In contrast, international markets offer greater opportunities simply because they are smaller and not as widely pursued. For an investor willing to dig a little deeper into an investment, international investments can be a goldmine. But investing abroad can still offer substantial benefits for the investor who prefers leaving the heavy analytical lifting to a mutual fund.

The first and most obvious advantage of international investing is diversification. Other economies, be they in Western Europe, Russia, or Southeast Asia, will have a different set of economic circumstances than the United States at any given point in time. If the United States falls into a recession, Ukranian or Chinese equities may nevertheless be roaring along. A broadly invested portfolio will not be as adversely affected by negative movements in any one of its component companies or countries.

An internationally invested portfolio also allows an investor to capitalize on the higher growth rates available in developing economies. Many developing economies in Europe and Asia are currently growing much faster than the United States as they "catch up" to more developed countries. Companies operating in these countries have a built-in growth advantage. They have the "wind at their backs" - a growing economy will increase most business' revenues without any increase market share.

International companies are often significantly cheaper than US companies. This means that the same dollar of capital invested will often return substantially more in operating earnings and earnings per share than a comparable company in a comparable industry in the US. The price discount reflects the risks of investing abroad, but there is often also a discount for illiquid or hard-to-understand investments. This discount compensates investors for the increased research and complexity involved in international investments.

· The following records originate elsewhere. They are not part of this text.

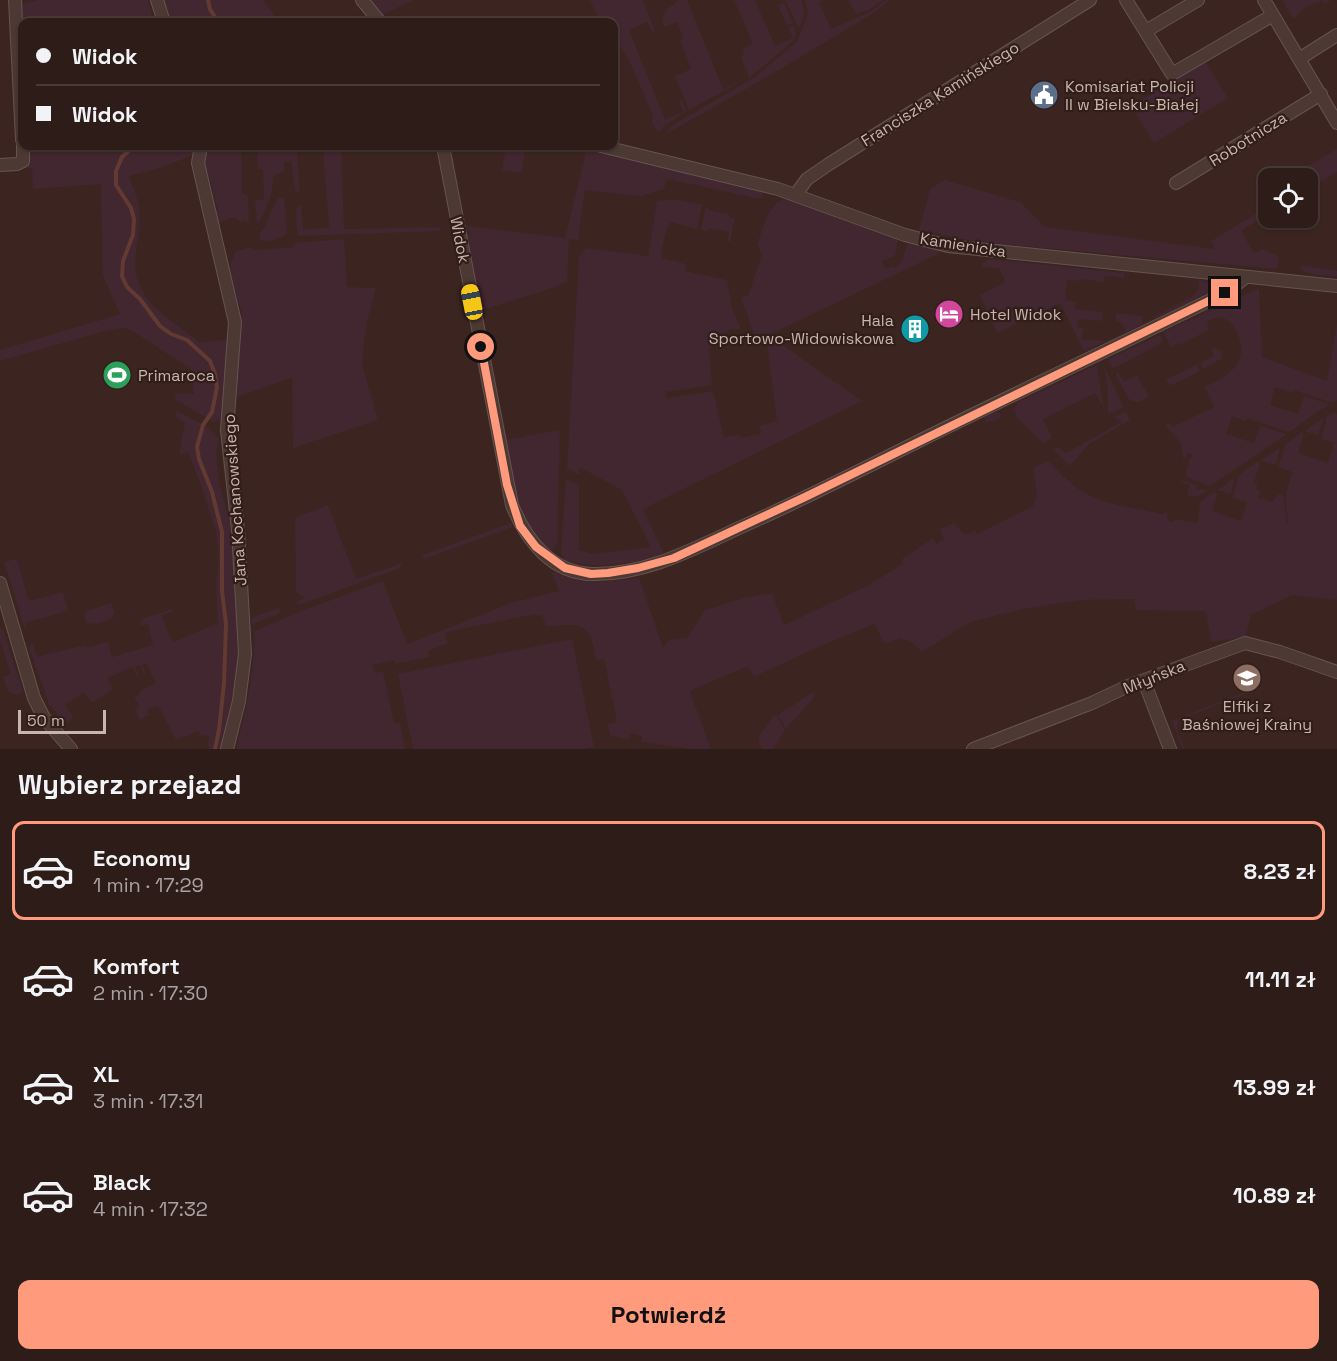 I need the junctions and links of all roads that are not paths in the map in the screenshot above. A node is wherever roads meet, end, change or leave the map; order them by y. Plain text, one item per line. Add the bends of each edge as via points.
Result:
1 (15, 0) edge
2 (157, 0) edge
3 (362, 0) edge
4 (1090, 0) edge
5 (1126, 0) edge
6 (1198, 0) edge
7 (1264, 0) edge
8 (1273, 15) junction
9 (163, 18) edge
10 (377, 18) edge
11 (1146, 31) junction
12 (1337, 35) edge
13 (1299, 59) junction
14 (18, 60) edge
15 (1321, 94) junction
16 (1337, 123) edge
17 (23, 150) edge
18 (200, 150) edge
19 (444, 150) edge
20 (617, 150) edge
21 (0, 165) edge
22 (1176, 183) dead end
23 (796, 194) junction
24 (1246, 277) junction
25 (1337, 286) edge
26 (0, 583) edge
27 (1337, 672) edge
28 (1144, 681) junction
29 (70, 749) edge
30 (227, 749) edge
31 (973, 749) edge
32 (1170, 749) edge

1 - 14 street
2 - 9 street
3 - 10 street
4 - 23 street, Franciszka Kamińskiego via 829,164 807,179
5 - 11 street
6 - 11 street
7 - 8 street
8 - 11 street via 1172,74
8 - 13 street
12 - 13 street
13 - 15 street
15 - 16 street
15 - 22 street, Robotnicza
17 - 21 street via 23,161
18 - 30 street, Jana Kochanowskiego via 198,163 235,322 227,430 245,654
19 - 24 street, Widok via 512,506 520,526 536,547 565,568 591,574 638,568 685,553 1215,298
20 - 23 street, Kamienicka
23 - 24 street, Kamienicka via 905,235 948,246
24 - 25 street, Kamienicka
26 - 29 street via 34,698 44,718
27 - 28 street, Młyńska via 1245,643
28 - 31 street, Młyńska
28 - 32 street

Finally, international investments can offer quite a few psychological advantages. Investing abroad means putting capital where it is most needed. Particularly for developing countries, foreign investment allows the kind of accelerated growth that lifts people and countries out of poverty. Furthermore, ownership of international investments will encourage you to keep up on current events in that country and make you into a more informed global citizen.

The exact nature of the company and country you are investing in will affect the balance of these advantages. Investing in developed western European nations is a good diversification strategy, for example, but you may not enjoy the higher-than-usual growth rates of investing in a developing country. Likewise, less developed countries frequently offer high discounts in relation to their US competitors, but the increased volatility of these investments will make them less useful as a diversification strategy.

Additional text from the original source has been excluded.